Checked out the Brown's new bathroom.  Hated it.  Who knows the gut-busting decorating don't illustrated by these towels?  Hmmm? 
It looks like Mommy’s and Daddy’s hints that little Conner and Jenny are getting too rotund are getting less and less subtle.  OM, OM, OMGolly.  For the love of Oprah, please don’t do this to your children, girlfriends. 
I’m saying this from the heart and from bitter experience.  My mother once bought me a special pair of shoes with a bathroom scale built right into the heels.  Every time I took a step, the shoes would speak to me, announcing my weight and telling me how many more calories I needed to burn before anyone could ever love me again.
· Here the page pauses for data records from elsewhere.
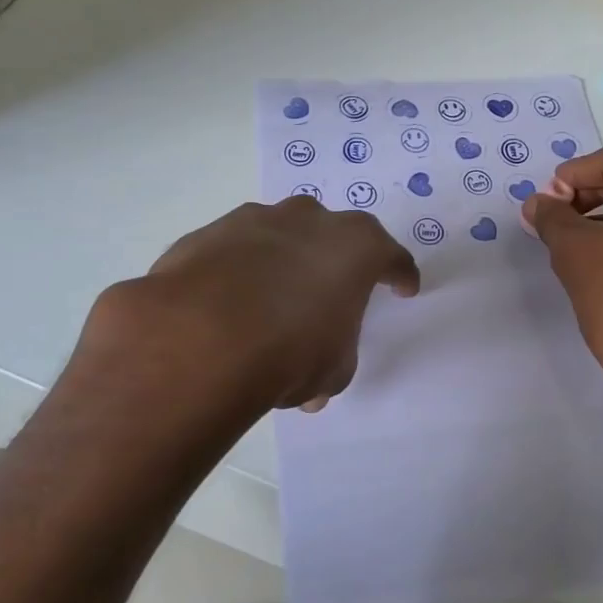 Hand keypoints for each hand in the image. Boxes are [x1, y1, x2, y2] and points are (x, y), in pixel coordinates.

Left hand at [77, 197, 419, 417]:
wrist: (199, 339)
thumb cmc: (290, 352)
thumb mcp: (332, 369)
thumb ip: (333, 359)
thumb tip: (312, 383)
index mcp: (357, 246)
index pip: (392, 257)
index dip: (400, 275)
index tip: (403, 289)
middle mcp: (310, 220)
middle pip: (334, 234)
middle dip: (335, 259)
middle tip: (330, 291)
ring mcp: (255, 220)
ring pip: (281, 235)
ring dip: (283, 261)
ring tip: (271, 301)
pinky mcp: (208, 233)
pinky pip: (235, 251)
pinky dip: (238, 271)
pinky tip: (227, 304) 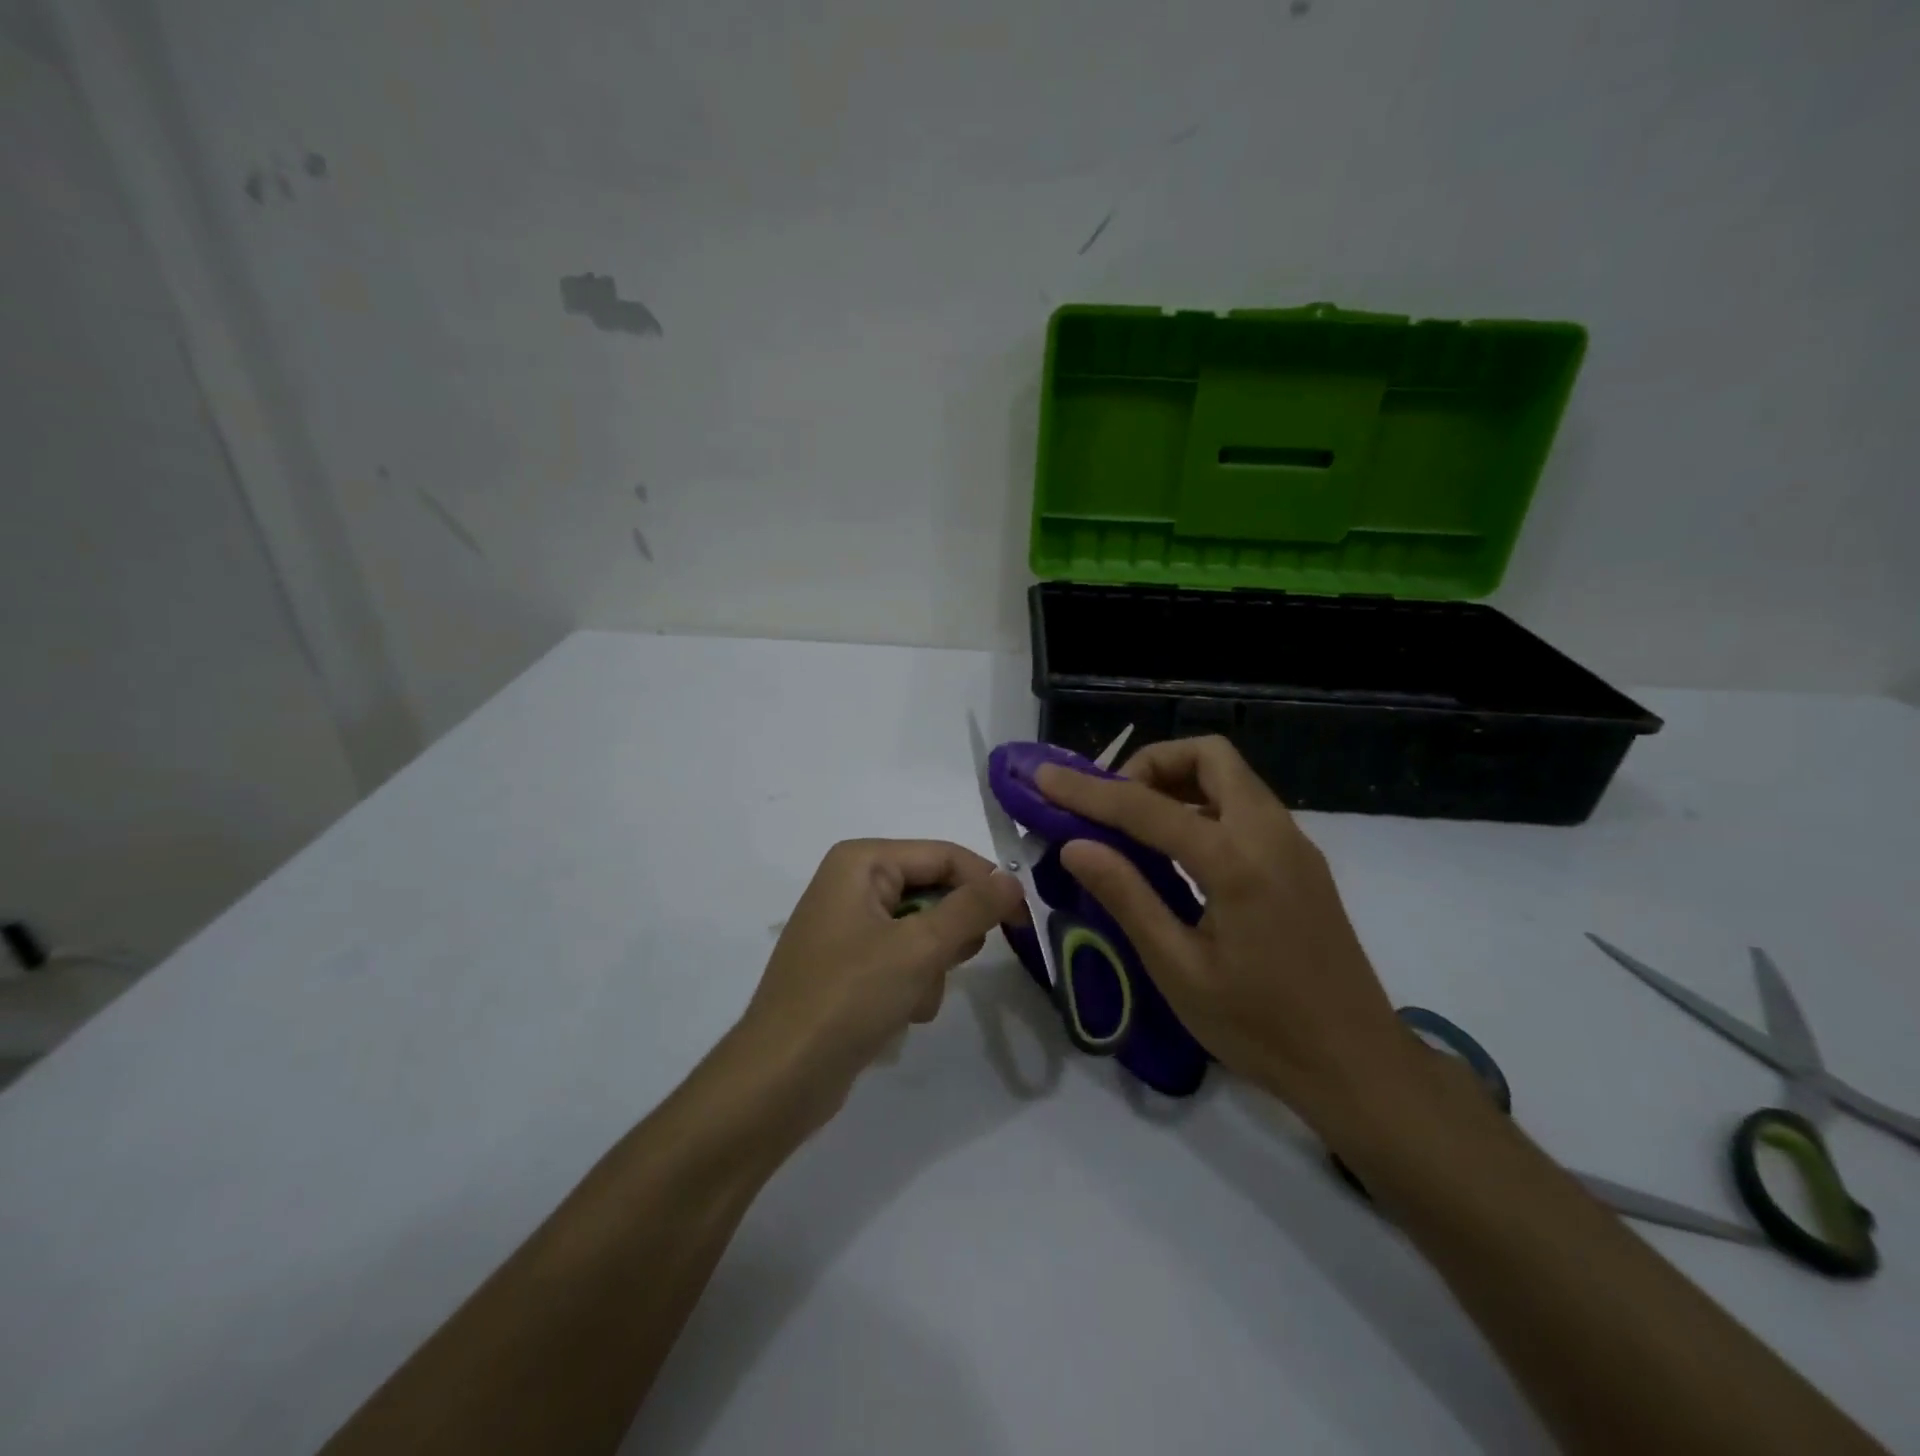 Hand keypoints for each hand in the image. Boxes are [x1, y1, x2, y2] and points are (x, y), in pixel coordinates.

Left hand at [739, 839, 1022, 1107]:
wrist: (780, 1079)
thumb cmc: (848, 998)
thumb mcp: (919, 948)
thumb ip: (972, 908)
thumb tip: (1013, 879)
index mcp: (862, 861)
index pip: (944, 855)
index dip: (987, 883)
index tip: (1024, 921)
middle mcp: (852, 882)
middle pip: (934, 891)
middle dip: (950, 935)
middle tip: (953, 964)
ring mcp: (848, 925)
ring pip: (923, 930)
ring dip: (932, 966)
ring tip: (913, 997)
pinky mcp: (848, 964)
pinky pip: (902, 958)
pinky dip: (912, 984)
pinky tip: (899, 1014)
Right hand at [1036, 737, 1408, 1126]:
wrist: (1357, 1065)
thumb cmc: (1260, 1027)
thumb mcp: (1179, 970)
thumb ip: (1127, 897)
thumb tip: (1075, 846)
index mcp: (1237, 861)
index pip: (1147, 807)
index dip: (1087, 790)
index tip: (1045, 776)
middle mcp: (1271, 834)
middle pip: (1209, 757)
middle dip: (1151, 765)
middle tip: (1112, 805)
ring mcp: (1293, 844)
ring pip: (1231, 777)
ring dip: (1178, 782)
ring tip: (1136, 827)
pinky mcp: (1301, 861)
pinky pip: (1245, 806)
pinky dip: (1203, 805)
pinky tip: (1178, 852)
So all you soft, squishy kiddies out there.  Stand up for yourselves.   Do what I did.  Just last week I looked mummsy in the eye and said, “Mother, I’m a man, and I’m not going to wear those shoes anymore.”  And I hurled the shoes right out the window.  And once I can find the super glue solvent, they’re coming right off again.  Say it with me: I’m portly and I’m proud!  I’m portly and (sob) I’m proud!  I’m portly (sob, sob) and (weeping)…
And who’s going to come over and wring the tears from my pillow so I can sleep tonight?  Not you, mother.  Not you.  Not anybody.  The shoes are right.  The shoes are right.  The shoes are always right.

1 comment:

  1. too bad the scale doesn't say this with every step, "Fatty...Fatty....Fat-Fat."